Contrary to what you may have thought, performance and availability monitoring isn’t something you roll-out at the tail end of your migration to the cloud, but something you get in place before you start migrating users, so you can work out all the kinks in the service delivery chain between your points of access and the cloud apps before you have users depending on them. This is something you probably already do when you roll-out a new on-premise application, and it’s even more valuable with cloud apps.
Here’s an example. One of our customers is a large electronics manufacturer with over 30 worldwide locations. As they recently looked to migrate to SharePoint Online they were conscious that user experience might vary considerably across their locations due to differences in local infrastructure, ISP networks, and the Microsoft Office 365 datacenters serving each location.
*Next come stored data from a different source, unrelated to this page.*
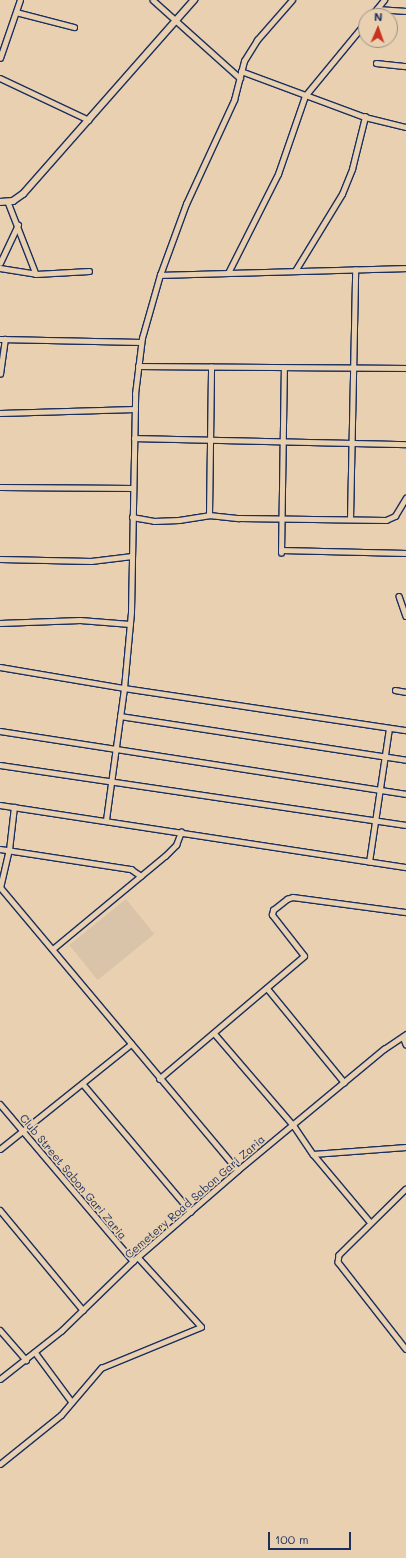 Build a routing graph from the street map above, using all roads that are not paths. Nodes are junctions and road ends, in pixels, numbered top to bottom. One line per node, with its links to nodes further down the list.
1 (20, 0): 7 (street)
2 (153, 0): 8 (street)
3 (194, 0): 8 (street)
4 (292, 0): 14 (street)
5 (384, 0): 6 (street)
6 (378, 8)
7 (16, 12): 9 (street); 11 (street)
8 (177, 21): 16 (street); 19 (street)
9 (74, 27)
10 (358, 32): 17 (street)
11 (0, 58)
12 (376, 64): 13 (street)
13 (406, 66)
14 (241, 72): 16 (street); 17 (street)
15 (0, 78): 19 (street)
16 (240, 78): 32 (street)
17 (305, 96): 18 (street); 30 (street)
18 (366, 117): 20 (street); 29 (street)
19 (89, 120): 22 (street)
20 (406, 127)
21 (0, 202): 22 (street)
22 (8, 202): 23 (street)
23 (18, 225): 24 (street); 31 (street)
24 (0, 263)
25 (0, 268): 31 (street)
26 (406, 268): 27 (street)
27 (355, 270): 29 (street); 38 (street)
28 (89, 271): 31 (street)
29 (295, 271): 30 (street)
30 (228, 273): 32 (street)
31 (36, 274)
32 (160, 275): 34 (street)
33 (2, 339): 34 (street); 40 (street)
34 (141, 342): 35 (street)
35 (138, 366): 36 (street); 41 (street)
36 (211, 367): 37 (street); 44 (street)
37 (284, 368): 38 (street); 45 (street)
38 (352, 368): 39 (street); 46 (street)
39 (406, 368)
40 (0, 374)
41 (135, 408): 42 (street); 43 (street)
42 (0, 413)
43 (134, 438): 44 (street); 49 (street)
44 (210, 441): 45 (street); 51 (street)
45 (283, 442): 46 (street); 53 (street)
46 (352, 443): 47 (street); 54 (street)
47 (406, 444)
48 (0, 487): 49 (street)
49 (133, 488): 52 (street)
50 (406, 498): 54 (street)
51 (209, 515): 52 (street); 53 (street)
52 (132, 517): 56 (street)
53 (282, 519): 54 (street); 55 (street)
54 (350, 519)
55 (406, 553)
56 (132, 556): 57 (street); 61 (street)
57 (0, 559)
58 (399, 596): 59 (street)
59 (406, 616)
60 (0, 623): 61 (street)
61 (130, 624): 63 (street)
62 (0, 667): 63 (street)
63 (124, 688): 66 (street); 67 (street)
64 (395, 690): 65 (street)
65 (406, 692)
66 (120, 716): 70 (street); 71 (street)
67 (389, 728): 68 (street); 71 (street)
68 (406, 730)
69 (0, 731): 70 (street)
70 (116, 748): 74 (street); 75 (street)
71 (384, 758): 72 (street); 75 (street)
72 (406, 760)
73 (0, 766): 74 (street)
74 (111, 783): 79 (street); 80 (street)
75 (380, 790): 76 (street); 80 (street)
76 (406, 794)
77 (0, 805): 78 (street)
78 (14, 807): 79 (street); 84 (street)
79 (106, 820): 82 (street)
80 (375, 822): 81 (street); 85 (street)
81 (406, 825)
82 (181, 832): 85 (street); 87 (street)
83 (0, 848): 84 (street)
84 (9, 850): 87 (street); 88 (street)
85 (369, 862): 86 (street)
86 (406, 867)
87 (141, 876): 90 (street)
88 (0, 888): 90 (street)
89 (406, 912): 91 (street)
90 (54, 948): 94 (street)
91 (267, 988): 92 (street); 97 (street)
92 (214, 1033): 96 (street); 100 (street)
93 (404, 1036): 95 (street); 97 (street, Cemetery Road Sabon Gari Zaria)
94 (131, 1044): 96 (street); 98 (street)
95 (406, 1044)
96 (159, 1079): 105 (street)
97 (344, 1082): 100 (street, Cemetery Road Sabon Gari Zaria)
98 (83, 1084): 101 (street); 108 (street)
99 (0, 1104): 101 (street, Club Street Sabon Gari Zaria)
100 (294, 1126): 104 (street); 105 (street, Cemetery Road Sabon Gari Zaria)
101 (23, 1131): 103 (street); 111 (street, Club Street Sabon Gari Zaria)
102 (406, 1147): 104 (street)
103 (0, 1149)
104 (313, 1154): 109 (street)
105 (238, 1170): 108 (street, Cemetery Road Sabon Gari Zaria)
106 (406, 1190): 109 (street)
107 (0, 1210): 112 (street)
108 (191, 1212): 110 (street, Cemetery Road Sabon Gari Zaria)
109 (370, 1222): 114 (street)
110 (138, 1258): 111 (street, Cemetery Road Sabon Gari Zaria); 118 (street)
111 (133, 1262): 112 (street, Cemetery Road Sabon Gari Zaria)
112 (83, 1310): 115 (street, Cemetery Road Sabon Gari Zaria)
113 (0, 1330): 116 (street)
114 (406, 1349)
115 (35, 1352): 116 (street, Cemetery Road Sabon Gari Zaria); 118 (street)
116 (26, 1360): 117 (street, Cemetery Road Sabon Gari Zaria)
117 (0, 1379)
118 (72, 1402): 119 (street)
119 (0, 1464)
The IT team determined that the best way to ensure success at full deployment was to begin performance monitoring at the same time they began their SharePoint Online pilot, before any actual production users were on the service. During this time they were able to methodically test from each location, controlling network configurations and load to establish baseline performance expectations for each location and across locations for their full global deployment. They were also able to diagnose and troubleshoot configuration problems, not just with the SharePoint Online service itself but with their supporting network infrastructure, including DNS and Active Directory Federation Services (ADFS).
Finally, they were able to confirm their organizational readiness to move forward with a production roll-out. They had demonstrated and measured expected availability and performance during the pilot, and reports generated by CloudReady allowed them to communicate these results effectively to their business and IT decision makers responsible for the SharePoint Online deployment.
Armed with these baseline availability and performance expectations measured by CloudReady, the IT team is now able to effectively monitor and detect anomalies to SharePoint Online service delivery as they proceed with their production roll-out. They know what performance they should be seeing at each location and are alarmed when/if performance deviates from those established thresholds.
They aren’t simply hoping users are happy with their SharePoint Online experience. By leveraging performance monitoring from the very beginning the IT team has gone a long way to guaranteeing they are.
Want to ensure your cloud app deployment is a success?
If Capone were alive…and if he were a CIO, he’d probably tell you this,
“Monitor early. Monitor often. It’s a best practice.”